To do
Without its pictures, the listing below is to be transcribed exactly.

Information given
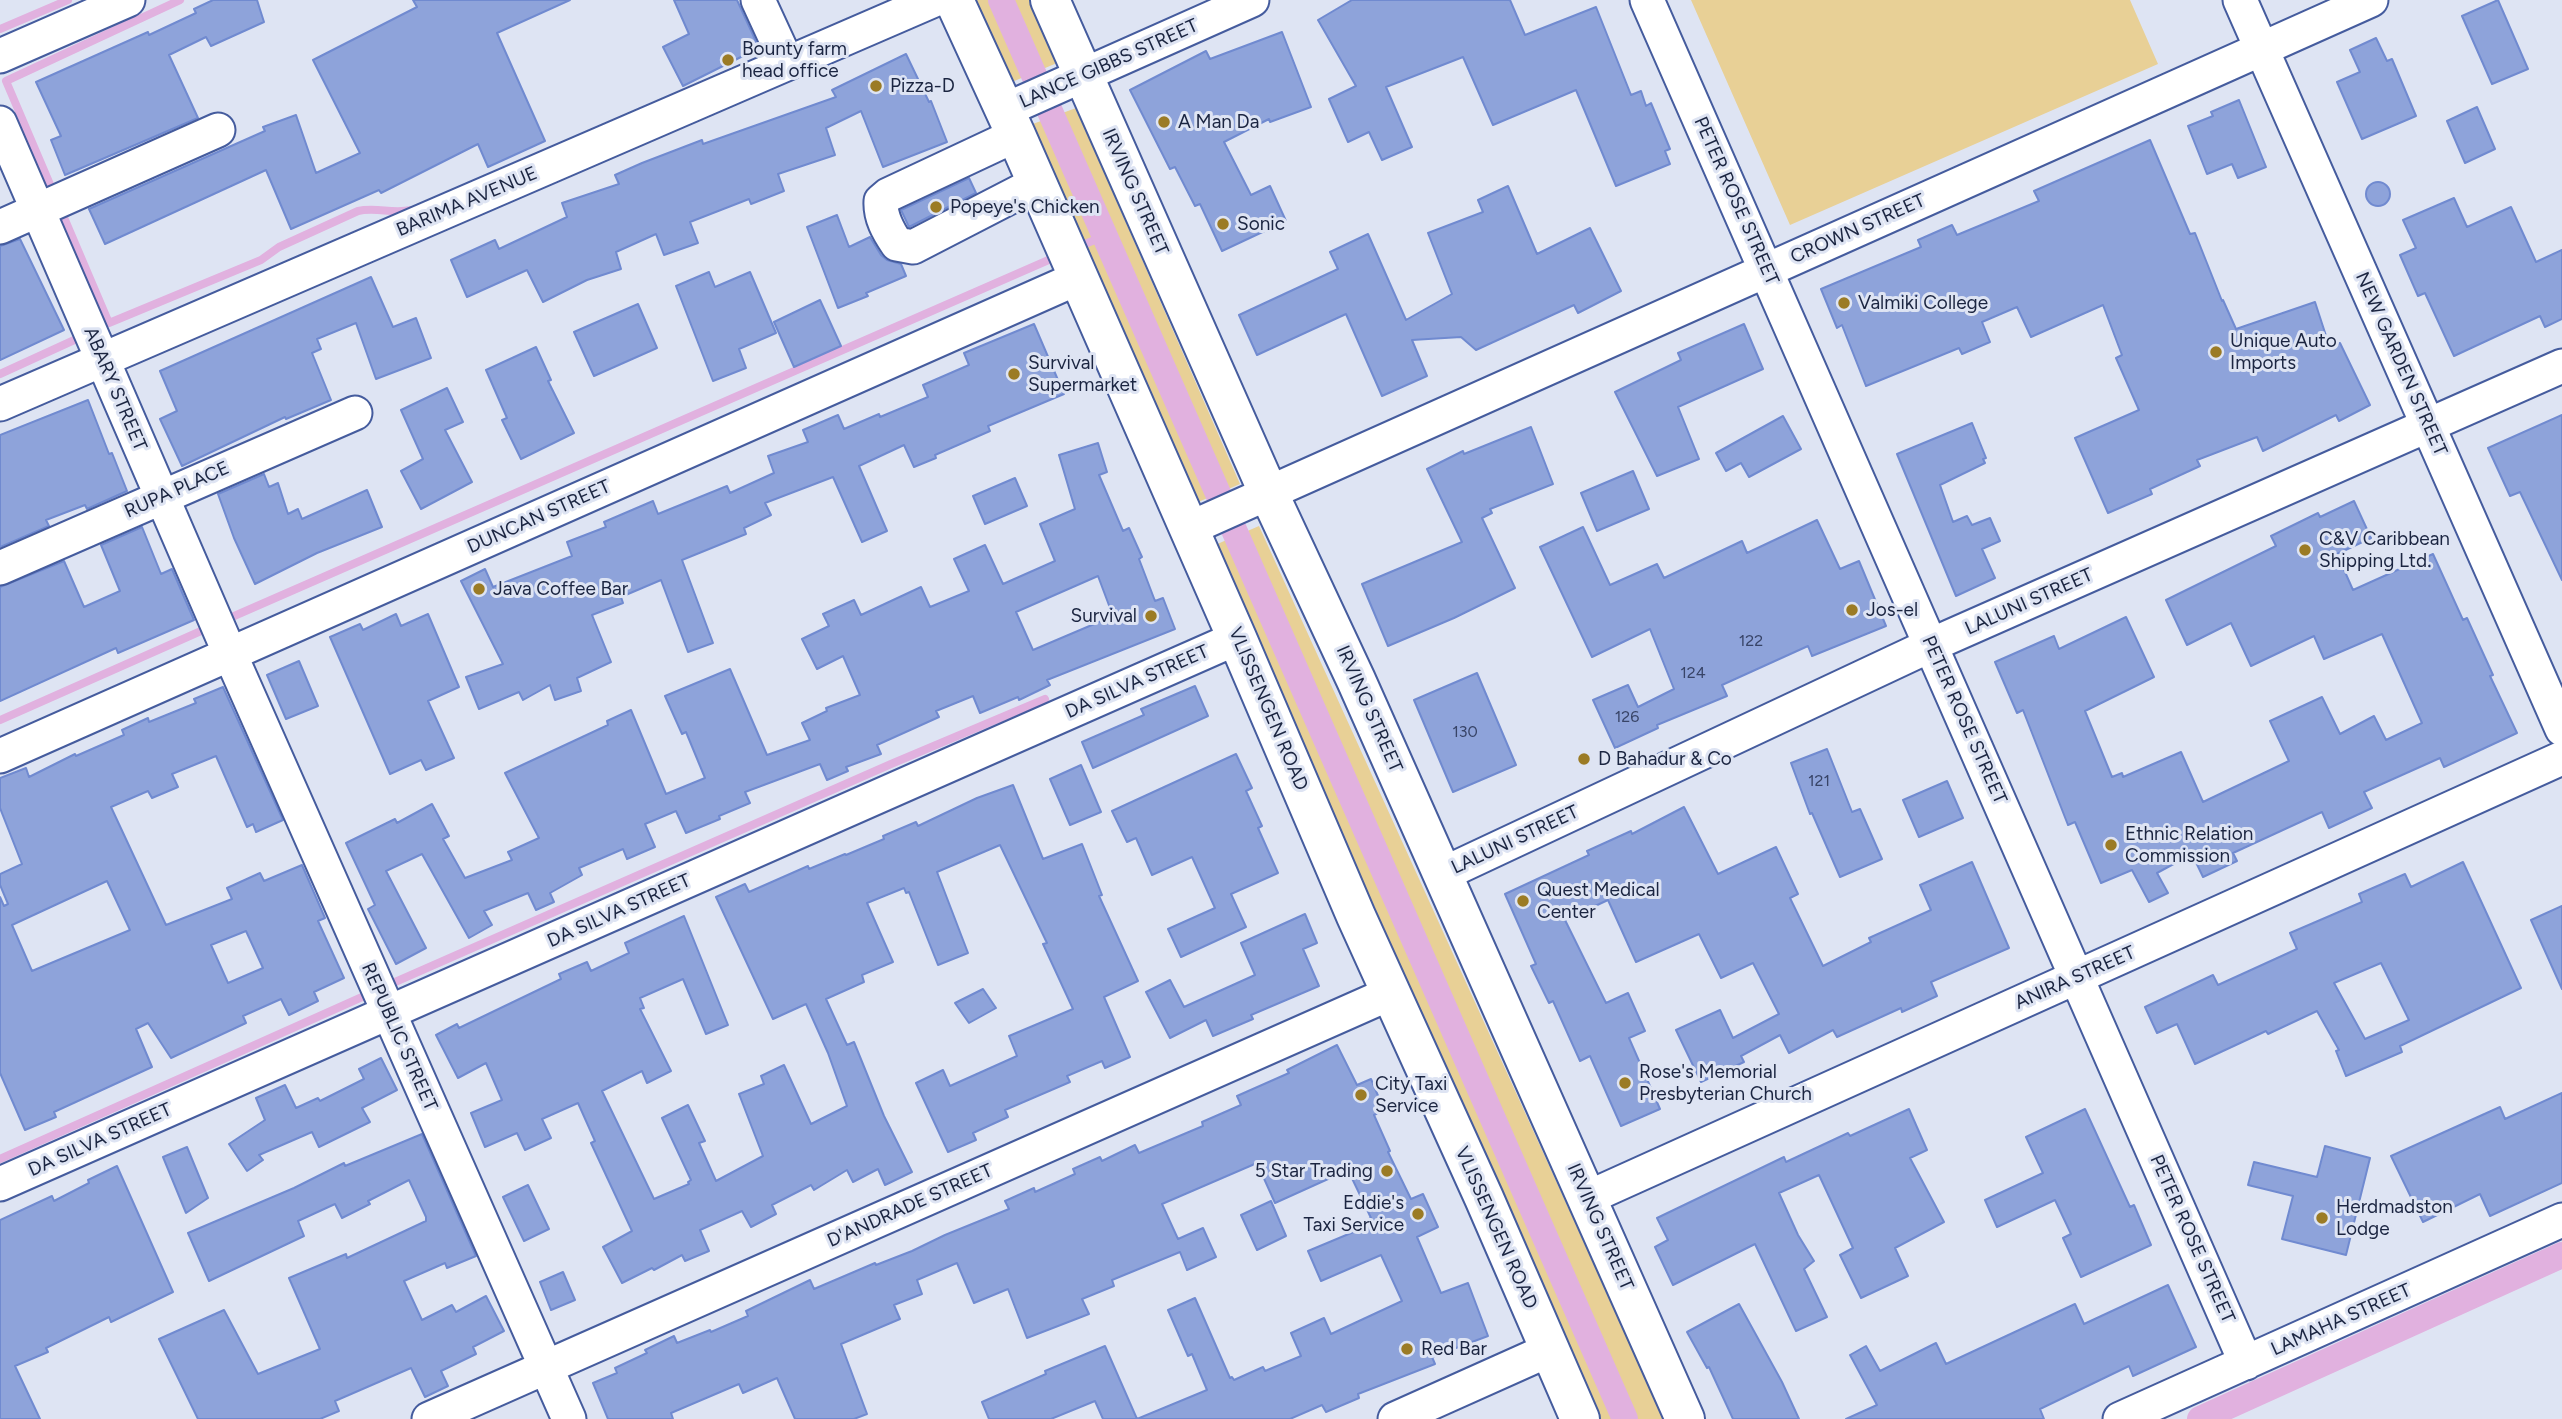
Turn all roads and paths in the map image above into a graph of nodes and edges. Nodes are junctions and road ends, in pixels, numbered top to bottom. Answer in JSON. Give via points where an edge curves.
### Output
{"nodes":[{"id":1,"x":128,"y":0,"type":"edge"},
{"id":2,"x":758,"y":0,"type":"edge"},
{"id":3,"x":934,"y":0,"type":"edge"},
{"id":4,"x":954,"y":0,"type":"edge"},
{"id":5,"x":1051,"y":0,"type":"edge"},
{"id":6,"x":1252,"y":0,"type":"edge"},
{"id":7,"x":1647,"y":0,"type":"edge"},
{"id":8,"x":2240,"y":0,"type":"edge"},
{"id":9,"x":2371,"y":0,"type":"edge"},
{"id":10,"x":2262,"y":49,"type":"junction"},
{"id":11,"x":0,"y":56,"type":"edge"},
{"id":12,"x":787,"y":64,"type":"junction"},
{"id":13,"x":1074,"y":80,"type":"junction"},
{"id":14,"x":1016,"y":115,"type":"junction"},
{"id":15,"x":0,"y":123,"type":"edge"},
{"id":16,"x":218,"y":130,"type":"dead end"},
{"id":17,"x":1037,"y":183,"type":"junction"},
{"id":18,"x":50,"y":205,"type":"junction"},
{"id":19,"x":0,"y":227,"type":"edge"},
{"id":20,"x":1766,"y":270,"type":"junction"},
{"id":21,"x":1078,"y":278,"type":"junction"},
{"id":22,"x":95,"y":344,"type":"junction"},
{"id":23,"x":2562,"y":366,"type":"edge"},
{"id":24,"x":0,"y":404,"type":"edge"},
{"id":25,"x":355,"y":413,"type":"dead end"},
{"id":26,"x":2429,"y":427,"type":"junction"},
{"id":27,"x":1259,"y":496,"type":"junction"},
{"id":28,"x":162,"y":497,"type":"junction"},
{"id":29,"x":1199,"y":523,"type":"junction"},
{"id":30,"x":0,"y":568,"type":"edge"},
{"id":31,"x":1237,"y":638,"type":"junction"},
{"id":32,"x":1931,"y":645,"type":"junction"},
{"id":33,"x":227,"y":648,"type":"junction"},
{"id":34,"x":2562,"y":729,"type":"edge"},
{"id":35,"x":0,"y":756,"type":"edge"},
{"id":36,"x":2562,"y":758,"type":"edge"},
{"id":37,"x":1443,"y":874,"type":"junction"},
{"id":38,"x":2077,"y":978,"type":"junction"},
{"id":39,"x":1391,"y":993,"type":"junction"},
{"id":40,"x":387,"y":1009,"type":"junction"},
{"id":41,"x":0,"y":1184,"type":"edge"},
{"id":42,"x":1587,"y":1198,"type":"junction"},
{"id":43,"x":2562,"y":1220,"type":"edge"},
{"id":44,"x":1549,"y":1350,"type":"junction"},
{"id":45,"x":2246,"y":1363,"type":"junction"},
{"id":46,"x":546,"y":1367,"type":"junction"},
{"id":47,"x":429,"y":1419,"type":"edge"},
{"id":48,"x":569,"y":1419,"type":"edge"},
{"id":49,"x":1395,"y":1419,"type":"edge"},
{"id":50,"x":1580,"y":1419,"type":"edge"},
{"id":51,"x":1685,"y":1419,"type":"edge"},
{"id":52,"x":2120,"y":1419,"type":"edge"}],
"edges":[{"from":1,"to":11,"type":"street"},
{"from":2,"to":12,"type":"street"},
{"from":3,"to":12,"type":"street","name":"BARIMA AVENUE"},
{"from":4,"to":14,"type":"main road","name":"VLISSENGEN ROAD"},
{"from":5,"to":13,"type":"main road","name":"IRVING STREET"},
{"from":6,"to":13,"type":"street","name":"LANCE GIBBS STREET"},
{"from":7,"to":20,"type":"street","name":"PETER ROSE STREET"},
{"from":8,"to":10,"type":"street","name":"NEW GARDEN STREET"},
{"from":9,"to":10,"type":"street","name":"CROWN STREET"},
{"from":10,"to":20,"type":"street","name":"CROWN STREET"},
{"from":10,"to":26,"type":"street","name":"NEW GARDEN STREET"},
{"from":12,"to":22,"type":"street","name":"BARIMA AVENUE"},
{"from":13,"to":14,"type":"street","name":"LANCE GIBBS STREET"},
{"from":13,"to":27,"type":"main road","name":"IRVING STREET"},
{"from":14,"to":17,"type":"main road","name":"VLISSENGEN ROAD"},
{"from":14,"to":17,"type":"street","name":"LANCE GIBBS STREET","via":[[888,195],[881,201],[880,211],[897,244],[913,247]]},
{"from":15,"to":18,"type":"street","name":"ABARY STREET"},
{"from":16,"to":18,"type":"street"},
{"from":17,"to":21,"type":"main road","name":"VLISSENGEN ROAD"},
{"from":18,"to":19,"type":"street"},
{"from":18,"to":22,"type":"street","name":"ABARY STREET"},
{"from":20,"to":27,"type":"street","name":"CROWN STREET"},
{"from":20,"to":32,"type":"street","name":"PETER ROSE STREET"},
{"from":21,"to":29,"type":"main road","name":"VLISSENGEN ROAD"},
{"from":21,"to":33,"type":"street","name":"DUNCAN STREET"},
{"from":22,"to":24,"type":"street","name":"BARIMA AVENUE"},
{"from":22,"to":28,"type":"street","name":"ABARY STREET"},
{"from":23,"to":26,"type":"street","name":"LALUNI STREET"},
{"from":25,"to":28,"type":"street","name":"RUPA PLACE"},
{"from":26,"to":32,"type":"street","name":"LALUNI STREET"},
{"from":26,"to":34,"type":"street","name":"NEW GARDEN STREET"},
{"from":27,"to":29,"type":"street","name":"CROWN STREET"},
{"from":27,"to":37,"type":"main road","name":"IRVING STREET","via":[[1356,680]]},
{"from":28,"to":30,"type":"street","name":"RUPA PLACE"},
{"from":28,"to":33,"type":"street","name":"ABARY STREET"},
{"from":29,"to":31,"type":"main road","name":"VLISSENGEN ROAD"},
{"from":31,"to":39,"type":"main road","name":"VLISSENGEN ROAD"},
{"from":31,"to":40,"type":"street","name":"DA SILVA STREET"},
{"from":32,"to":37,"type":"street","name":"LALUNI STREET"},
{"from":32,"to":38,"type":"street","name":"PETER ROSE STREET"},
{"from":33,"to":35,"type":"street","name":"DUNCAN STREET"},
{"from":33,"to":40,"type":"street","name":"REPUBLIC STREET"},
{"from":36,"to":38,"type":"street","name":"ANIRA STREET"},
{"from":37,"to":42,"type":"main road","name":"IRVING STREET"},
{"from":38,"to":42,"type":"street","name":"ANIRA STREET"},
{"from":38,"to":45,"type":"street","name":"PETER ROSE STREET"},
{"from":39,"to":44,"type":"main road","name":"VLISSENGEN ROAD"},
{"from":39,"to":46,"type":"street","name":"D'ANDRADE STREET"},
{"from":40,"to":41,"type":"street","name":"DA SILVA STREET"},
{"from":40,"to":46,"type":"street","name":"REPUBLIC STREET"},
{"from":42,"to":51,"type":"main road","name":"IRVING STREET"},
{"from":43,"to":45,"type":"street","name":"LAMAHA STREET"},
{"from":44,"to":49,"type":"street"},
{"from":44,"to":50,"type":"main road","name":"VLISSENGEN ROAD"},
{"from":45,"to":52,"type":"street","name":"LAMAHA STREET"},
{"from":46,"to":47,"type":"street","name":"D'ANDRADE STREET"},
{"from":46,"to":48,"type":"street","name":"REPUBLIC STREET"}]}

Result for this task
Turn all roads and paths in the map image above into a graph of nodes and edges. Nodes are junctions and road ends, in pixels, numbered top to bottom. Answer in JSON. Give via points where an edge curves.
### Output
{"nodes":[{"id":1,"x":128,"y":0,"type":"edge"},
{"id":2,"x":758,"y":0,"type":"edge"},
{"id":3,"x":934,"y":0,"type":"edge"},
{"id":4,"x":954,"y":0,"type":"edge"},
{"id":5,"x":1051,"y":0,"type":"edge"},
{"id":6,"x":1252,"y":0,"type":"edge"},
{"id":7,"x":1647,"y":0,"type":"edge"},
{"id":8,"x":2240,"y":0,"type":"edge"},
{"id":9,"x":2371,"y":0,"type":"edge"},
{"id":10,"x":2262,"y":49,"type":"junction"},
{"id":11,"x":0,"y":56,"type":"edge"},
{"id":12,"x":787,"y":64,"type":"junction"},
{"id":13,"x":1074,"y":80,"type":"junction"},
{"id":14,"x":1016,"y":115,"type":"junction"},
{"id":15,"x":0,"y":123,"type":"edge"},
{"id":16,"x":218,"y":130,"type":"dead end"},
{"id":17,"x":1037,"y":183,"type":"junction"},
{"id":18,"x":50,"y":205,"type":"junction"},
{"id":19,"x":0,"y":227,"type":"edge"},
{"id":20,"x":1766,"y":270,"type":"junction"},
{"id":21,"x":1078,"y":278,"type":"junction"},
{"id":22,"x":95,"y":344,"type":"junction"},
{"id":23,"x":2562,"y":366,"type":"edge"},
{"id":24,"x":0,"y":404,"type":"edge"},
{"id":25,"x":355,"y":413,"type":"dead end"},
{"id":26,"x":2429,"y":427,"type":"junction"},
{"id":27,"x":1259,"y":496,"type":"junction"},
{"id":28,"x":162,"y":497,"type":"junction"},
{"id":29,"x":1199,"y":523,"type":"junction"},
{"id":30,"x":0,"y":568,"type":"edge"},
{"id":31,"x":1237,"y":638,"type":"junction"},
{"id":32,"x":1931,"y":645,"type":"junction"},
{"id":33,"x":227,"y":648,"type":"junction"},
{"id":34,"x":2562,"y":729,"type":"edge"},
{"id":35,"x":0,"y":756,"type":"edge"},
{"id":36,"x":2562,"y":758,"type":"edge"},
{"id":37,"x":1443,"y":874,"type":"junction"},
{"id":38,"x":2077,"y":978,"type":"junction"},
{"id":39,"x":1391,"y":993,"type":"junction"},
{"id":40,"x":387,"y":1009,"type":"junction"},
{"id":41,"x":0,"y":1184,"type":"edge"},
{"id":42,"x":1587,"y":1198,"type":"junction"},
{"id":43,"x":2562,"y":1220,"type":"edge"},
{"id":44,"x":1549,"y":1350,"type":"junction"},
{"id":45,"x":2246,"y":1363,"type":"junction"},
{"id":46,"x":546,"y":1367,"type":"junction"},
{"id":47,"x":429,"y":1419,"type":"edge"},
{"id":48,"x":569,"y":1419,"type":"edge"},
{"id":49,"x":1395,"y":1419,"type":"edge"},
{"id":50,"x":1580,"y":1419,"type":"edge"},
{"id":51,"x":1685,"y":1419,"type":"edge"},
{"id":52,"x":2120,"y":1419,"type":"edge"}],
"edges":[{"from":1,"to":11,"type":"street"},
{"from":2,"to":12,"type":"street"},
{"from":3,"to":12,"type":"street","name":"BARIMA AVENUE"},
{"from":4,"to":14,"type":"main road","name":"VLISSENGEN ROAD"},
{"from":5,"to":13,"type":"main road","name":"IRVING STREET"},
{"from":6,"to":13,"type":"street","name":"LANCE GIBBS STREET"},
{"from":7,"to":20,"type":"street","name":"PETER ROSE STREET"},
{"from":8,"to":10,"type":"street","name":"NEW GARDEN STREET"},
{"from":9,"to":10,"type":"street","name":"CROWN STREET"},
{"from":10,"to":20,"type":"street","name":"CROWN STREET"},
{"from":10,"to":26,"type":"street","name":"NEW GARDEN STREET"},
{"from":12,"to":22,"type":"street","name":"BARIMA AVENUE"},
{"from":13,"to":14,"type":"street","name":"LANCE GIBBS STREET"},
{"from":13,"to":27,"type":"main road","name":"IRVING STREET"},
{"from":14,"to":17,"type":"main road","name":"VLISSENGEN ROAD"},
{"from":14,"to":17,"type":"street","name":"LANCE GIBBS STREET","via":[[888,195],[881,201],[880,211],[897,244],[913,247]]},
{"from":15,"to":18,"type":"street","name":"ABARY STREET"},
{"from":16,"to":18,"type":"street"},
{"from":17,"to":21,"type":"main road","name":"VLISSENGEN ROAD"},
{"from":18,"to":19,"type":"street"},
{"from":18,"to":22,"type":"street","name":"ABARY STREET"},
{"from":20,"to":27,"type":"street","name":"CROWN STREET"},
{"from":20,"to":32,"type":"street","name":"PETER ROSE STREET"},
{"from":21,"to":29,"type":"main road","name":"VLISSENGEN ROAD"},
{"from":21,"to":33,"type":"street","name":"DUNCAN STREET"},
{"from":22,"to":24,"type":"street","name":"BARIMA AVENUE"},
{"from":22,"to":28,"type":"street","name":"ABARY STREET"},
{"from":23,"to":26,"type":"street","name":"LALUNI STREET"},
{"from":25,"to":28,"type":"street","name":"RUPA PLACE"},
{"from":26,"to":32,"type":"street","name":"LALUNI STREET"},
{"from":26,"to":34,"type":"street","name":"NEW GARDEN STREET"},
{"from":27,"to":29,"type":"street","name":"CROWN STREET"},
{"from":27,"to":37,"type":"main road","name":"IRVING STREET","via":[[1356,680]]},
{"from":28,"to":30,"type":"street","name":"RUPA PLACE"},
{"from":28,"to":33,"type":"street","name":"ABARY STREET"},
{"from":29,"to":31,"type":"main road","name":"VLISSENGEN ROAD"},
{"from":31,"to":39,"type":"main road","name":"VLISSENGEN ROAD"},
{"from":31,"to":40,"type":"street","name":"DA SILVA STREET"},
{"from":32,"to":37,"type":"street","name":"LALUNI STREET"},
{"from":32,"to":38,"type":"street","name":"PETER ROSE STREET"},
{"from":33,"to":35,"type":"street","name":"DUNCAN STREET"},
{"from":33,"to":40,"type":"street","name":"REPUBLIC STREET"},
{"from":36,"to":38,"type":"street","name":"ANIRA STREET"},
{"from":37,"to":42,"type":"main road","name":"IRVING STREET"},
{"from":38,"to":42,"type":"street","name":"ANIRA STREET"},
{"from":38,"to":45,"type":"street","name":"PETER ROSE STREET"},
{"from":39,"to":44,"type":"main road","name":"VLISSENGEN ROAD"},
{"from":39,"to":46,"type":"street","name":"D'ANDRADE STREET"},
{"from":40,"to":41,"type":"street","name":"DA SILVA STREET"},
{"from":40,"to":46,"type":"street","name":"REPUBLIC STREET"},
{"from":42,"to":51,"type":"main road","name":"IRVING STREET"},
{"from":43,"to":45,"type":"street","name":"LAMAHA STREET"},
{"from":44,"to":49,"type":"street"},
{"from":44,"to":50,"type":"main road","name":"VLISSENGEN ROAD"},
{"from":45,"to":52,"type":"street","name":"LAMAHA STREET"},
{"from":46,"to":47,"type":"street","name":"D'ANDRADE STREET"},
{"from":46,"to":48,"type":"street","name":"REPUBLIC STREET"}]}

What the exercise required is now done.